» Your goal
Everything in the data should be repeated exactly, save for the images.

(Information given begins)

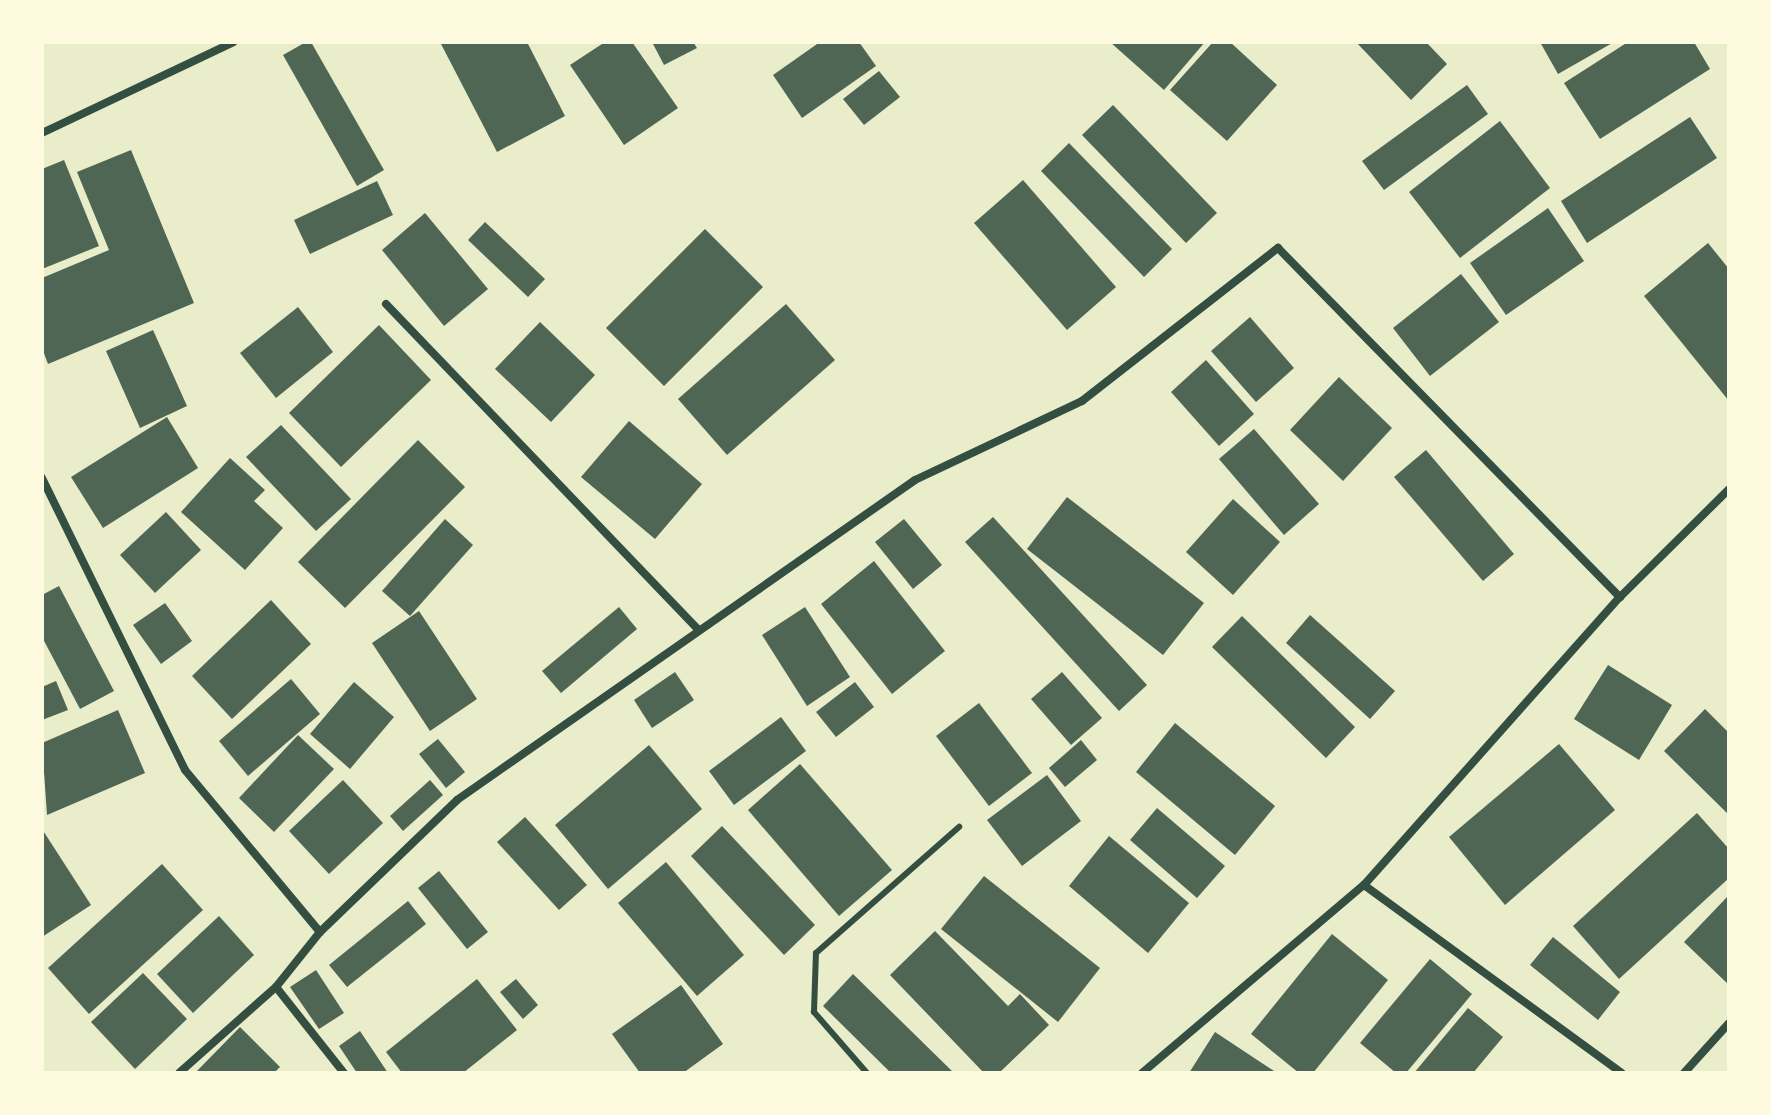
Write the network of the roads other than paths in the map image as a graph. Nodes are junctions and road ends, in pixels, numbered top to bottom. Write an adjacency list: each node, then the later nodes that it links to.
1 (234, 42): 2 (street)
2 (42, 133)
3 (386, 304): 7 (street)
4 (42, 478): 10 (street)
5 (1729, 489): 6 (street)
6 (1620, 597): 7 (street); 9 (street)
7 (698, 629): 10 (street)
8 (959, 827): 15 (lane)
9 (1364, 885): 16 (street); 17 (street)
10 (320, 932): 11 (street)
11 (276, 987): 13 (street); 14 (street)
12 (1729, 1023): 18 (street)
13 (179, 1073)
14 (344, 1073)
15 (867, 1073)
16 (1142, 1073)
17 (1622, 1073)
18 (1684, 1073)

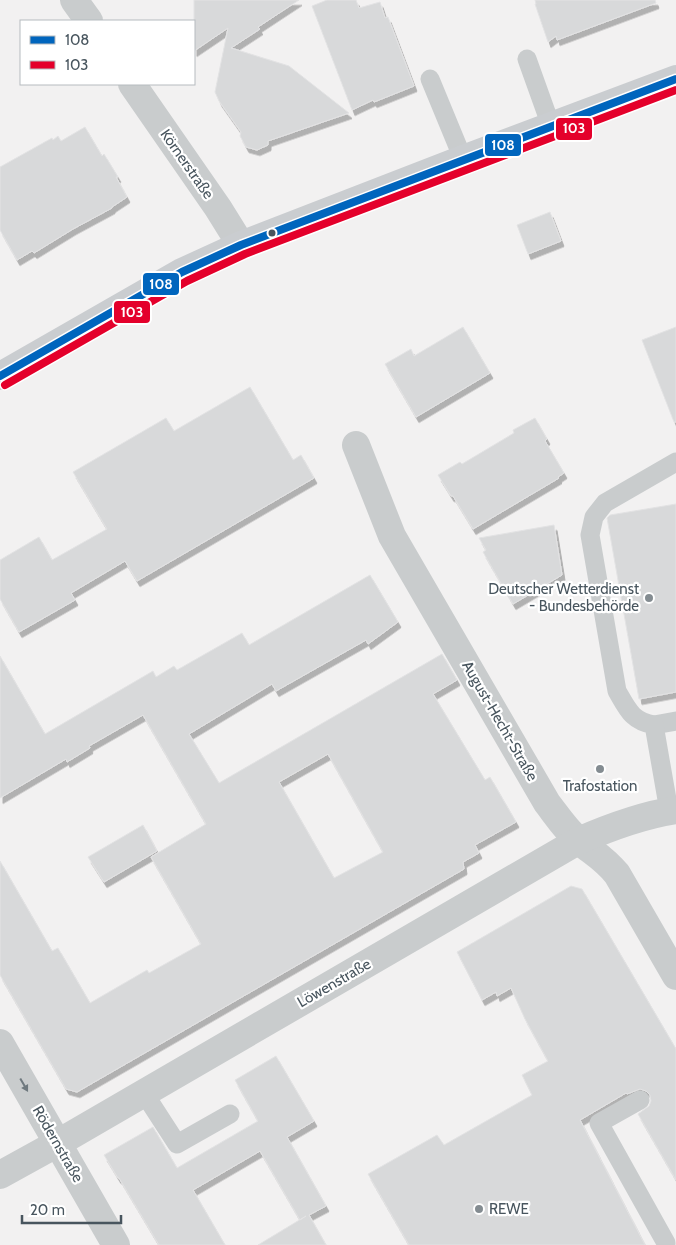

(Information given ends)

» Task output
Write the network of the roads other than paths in the map image as a graph. Nodes are junctions and road ends, in pixels, numbered top to bottom. Write an adjacency list: each node, then the later nodes that it links to.
1 (234, 42): 2 (street)
2 (42, 133)
3 (386, 304): 7 (street)
4 (42, 478): 10 (street)
5 (1729, 489): 6 (street)
6 (1620, 597): 7 (street); 9 (street)
7 (698, 629): 10 (street)
8 (959, 827): 15 (lane)
9 (1364, 885): 16 (street); 17 (street)
10 (320, 932): 11 (street)
11 (276, 987): 13 (street); 14 (street)
12 (1729, 1023): 18 (street)
13 (179, 1073)
14 (344, 1073)
15 (867, 1073)
16 (1142, 1073)
17 (1622, 1073)
18 (1684, 1073)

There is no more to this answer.